Read Higher Gossip: Essays and Criticism Page 49


  Tiny Epidendrosaurus boasted a hugely elongated third finger that served, presumably, a clinging, arboreal lifestyle, like that of today’s aye-aye, a lemur that possesses the same curious trait. With the membrane they support, the elongated digits of bats and pterosaurs enable flight, and perhaps Epidendrosaurus was taking a skittery first step in that direction. But what do we make of such apparently inutile extremes of morphology as the elaborate skull frills of ceratopsians like Styracosaurus or the horizontally protruding front teeth of Masiakasaurus knopfleri, a Late Cretaceous oddity recently uncovered in Madagascar by excavators who named the beast after Mark Knopfler, the guitarist and singer of the group Dire Straits, their favorite music to dig by?

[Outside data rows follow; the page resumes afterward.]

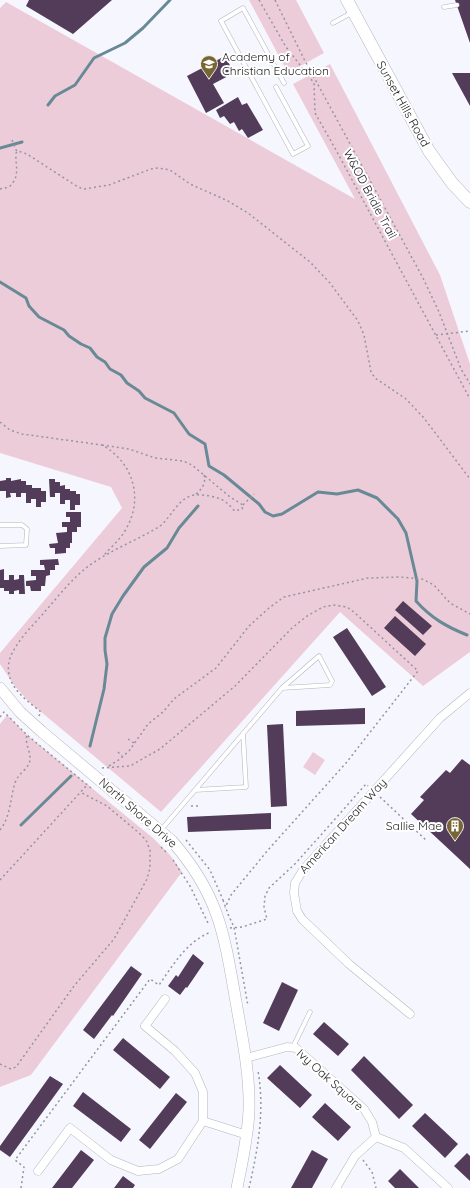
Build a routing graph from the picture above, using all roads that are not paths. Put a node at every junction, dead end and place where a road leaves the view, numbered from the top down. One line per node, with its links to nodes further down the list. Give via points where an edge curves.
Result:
1 (347, 0): 4 (main road, Sunset Hills Road)
2 (457, 6): 3 (lane)
3 (444, 7)
4 (353, 12): 5 (lane); 8 (main road, Sunset Hills Road, via 429,151 452,184)
5 (333, 23)
6 (284, 83): 7 (lane, via 243,8 221,21 293,154 308,146)
7 (276, 87)
8 (470, 202)
9 (0, 525): 10 (lane, via 22,525 27,529 28,536 26,545)
10 (0, 546)
11 (0, 688): 16 (street, North Shore Drive, via 20,712 41,731)
12 (282, 688): 12 (lane, via 330,685 332,681 319,656); 14 (lane)
13 (470, 693): 19 (street, American Dream Way, via 440,718 303,870 295,883 294,901 302,919 349,964)
14 (243, 732): 15 (lane); 15 (lane, via 246,787)
15 (195, 790): 16 (lane)
16 (160, 830): 21 (street, North Shore Drive, via 187,858 228,928)
17 (165, 999): 22 (street, via 145,1026 175,1051 195,1073 204,1092)
18 (310, 1012): 20 (lane)
19 (410, 1014)
20 (292, 1048): 21 (street, Ivy Oak Square, via 287,1047); 24 (street, Ivy Oak Square, via 296,1048 364,1109 372,1122)
21 (246, 1058): 23 (street, North Shore Drive, via 249,1092)
22 (203, 1121): 23 (street); 25 (street, via 178,1159 159,1169 138,1171 112,1160 70,1128)
23 (247, 1135): 26 (street, North Shore Drive)
24 (376, 1137): 27 (street, via 358,1153); 28 (street, via 404,1148)
25 (38, 1171)
26 (236, 1188)
27 (336, 1188)
28 (448, 1188)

  Masiakasaurus is an oddity, all right, its mouth bristling with those slightly hooked, forward-poking teeth; but, then, odd too are an elephant’s trunk and tusks, and an elk’s antler rack, and a peacock’s tail. A difficulty with dinosaurs is that we can’t see them in action and tame them, as it were, with visual (and auditory and olfactory) witness. How weird might a human body look to them? That thin and featherless skin, that dish-flat face, that flaccid erectitude, those feeble, clawless five digits at the end of each limb, that ghastly utter lack of a tail—ugh. Whatever did this creature do to earn its place in the sun, a well-armored, nicely specialized dino might ask.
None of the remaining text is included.